When you get Amazon Key, Amazon gives you a special lock and a camera. When the delivery person comes into your home, you can watch it live on your phone to make sure everything is OK, or you can watch the a recording of the delivery later. But not long after Amazon Key was launched, a cybersecurity company hacked the system, exposing a flaw in it.
With the permission of a homeowner named Rachelle, who watched remotely from a cafe using her Amazon Key app, Ben Caudill, founder of Rhino Security Labs, played the delivery person in a demonstration of the flaw.
Exploiting the vulnerability, Caudill was able to disable the homeowner's Wi-Fi and freeze the camera feed, making it look to Rachelle as if nothing was going on at her front door. "Right now, she's totally blind to the whole thing," Caudill said.
When Amazon was made aware of the vulnerability weeks ago, it issued a software update, saying customers would be notified more quickly if their camera goes offline. Rachelle, the homeowner in the demonstration, received a notification in less than a minute that her camera was unavailable — but no clear indication that it had been hacked, or that someone was in her home.
While the software update may help, experts say it doesn't fix the problem itself: The camera can still be hacked.
Amazon told NBC News that "safety and security are built into every aspect of the service" and this poses little risk to customers, and that the issue is with most Wi-Fi systems themselves, not with Amazon's software. The company said it receives an alert if the door is unlocked for more than several minutes, and also said that each driver must pass a "comprehensive background check … before they can make in-home deliveries."
"Amazon needs to fix this," expert Caudill told TODAY national investigative correspondent Jeff Rossen. "This is a pretty major security design flaw in the whole system and puts users at risk."
Amazon Key won't work if your home security system is activated, so the company tells its customers to shut off their alarms during the four-hour delivery window on the day they're expecting a package. But Caudill told Rossen that could be dangerous, leaving your home completely vulnerable.

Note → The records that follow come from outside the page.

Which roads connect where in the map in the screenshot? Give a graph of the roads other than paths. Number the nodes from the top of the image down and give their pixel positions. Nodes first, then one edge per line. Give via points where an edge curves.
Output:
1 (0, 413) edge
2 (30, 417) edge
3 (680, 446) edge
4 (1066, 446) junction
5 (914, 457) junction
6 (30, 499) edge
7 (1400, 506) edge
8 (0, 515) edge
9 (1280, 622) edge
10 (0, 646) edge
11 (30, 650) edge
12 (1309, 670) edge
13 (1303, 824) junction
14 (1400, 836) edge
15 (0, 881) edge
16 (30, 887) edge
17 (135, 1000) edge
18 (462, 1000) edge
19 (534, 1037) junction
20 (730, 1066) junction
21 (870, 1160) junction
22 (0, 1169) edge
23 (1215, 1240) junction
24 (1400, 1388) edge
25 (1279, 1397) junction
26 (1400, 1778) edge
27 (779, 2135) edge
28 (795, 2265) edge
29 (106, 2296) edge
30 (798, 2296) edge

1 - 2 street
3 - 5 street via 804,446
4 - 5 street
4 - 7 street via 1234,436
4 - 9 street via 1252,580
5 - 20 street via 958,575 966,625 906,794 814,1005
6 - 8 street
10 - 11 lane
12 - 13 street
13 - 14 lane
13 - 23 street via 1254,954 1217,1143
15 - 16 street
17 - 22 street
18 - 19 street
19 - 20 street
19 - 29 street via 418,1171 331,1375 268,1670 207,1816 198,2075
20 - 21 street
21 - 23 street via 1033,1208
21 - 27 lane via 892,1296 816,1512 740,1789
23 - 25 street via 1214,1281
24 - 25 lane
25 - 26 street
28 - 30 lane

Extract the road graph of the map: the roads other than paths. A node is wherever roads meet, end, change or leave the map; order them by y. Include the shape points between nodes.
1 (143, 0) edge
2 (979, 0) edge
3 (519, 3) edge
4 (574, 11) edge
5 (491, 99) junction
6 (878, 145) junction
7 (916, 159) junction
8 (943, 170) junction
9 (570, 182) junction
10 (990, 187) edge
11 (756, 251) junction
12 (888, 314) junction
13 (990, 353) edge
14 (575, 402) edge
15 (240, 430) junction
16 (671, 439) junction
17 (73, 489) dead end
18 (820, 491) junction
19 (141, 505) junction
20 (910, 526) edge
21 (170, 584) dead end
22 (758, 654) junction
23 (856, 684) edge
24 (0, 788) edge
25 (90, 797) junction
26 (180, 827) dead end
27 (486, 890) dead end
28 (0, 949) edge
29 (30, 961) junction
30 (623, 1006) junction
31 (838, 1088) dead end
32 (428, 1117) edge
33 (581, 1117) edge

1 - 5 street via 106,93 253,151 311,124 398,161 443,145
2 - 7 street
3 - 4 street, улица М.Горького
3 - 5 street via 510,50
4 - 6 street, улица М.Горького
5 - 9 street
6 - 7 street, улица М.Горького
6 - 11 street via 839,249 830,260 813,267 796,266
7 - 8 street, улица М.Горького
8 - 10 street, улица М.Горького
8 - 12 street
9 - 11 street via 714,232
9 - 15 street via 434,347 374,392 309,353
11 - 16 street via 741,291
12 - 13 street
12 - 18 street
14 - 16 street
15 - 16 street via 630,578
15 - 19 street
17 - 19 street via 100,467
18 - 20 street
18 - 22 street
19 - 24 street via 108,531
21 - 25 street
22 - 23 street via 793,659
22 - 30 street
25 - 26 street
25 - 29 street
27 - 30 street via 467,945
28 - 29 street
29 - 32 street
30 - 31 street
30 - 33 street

After our story aired, Amazon told us during a delivery scenario, it “will get alerts within seconds of a camera interruption, immediately know who the driver is and when and where the incident happened.” At that point, Amazon will notify the customer and initiate an investigation. They say the customer also gets a notification on the app within seconds “if more than two seconds of live view has been interrupted during a delivery.” These safeguards only function during a delivery when using the Amazon driver’s app, not when using the customer app as in the demonstration.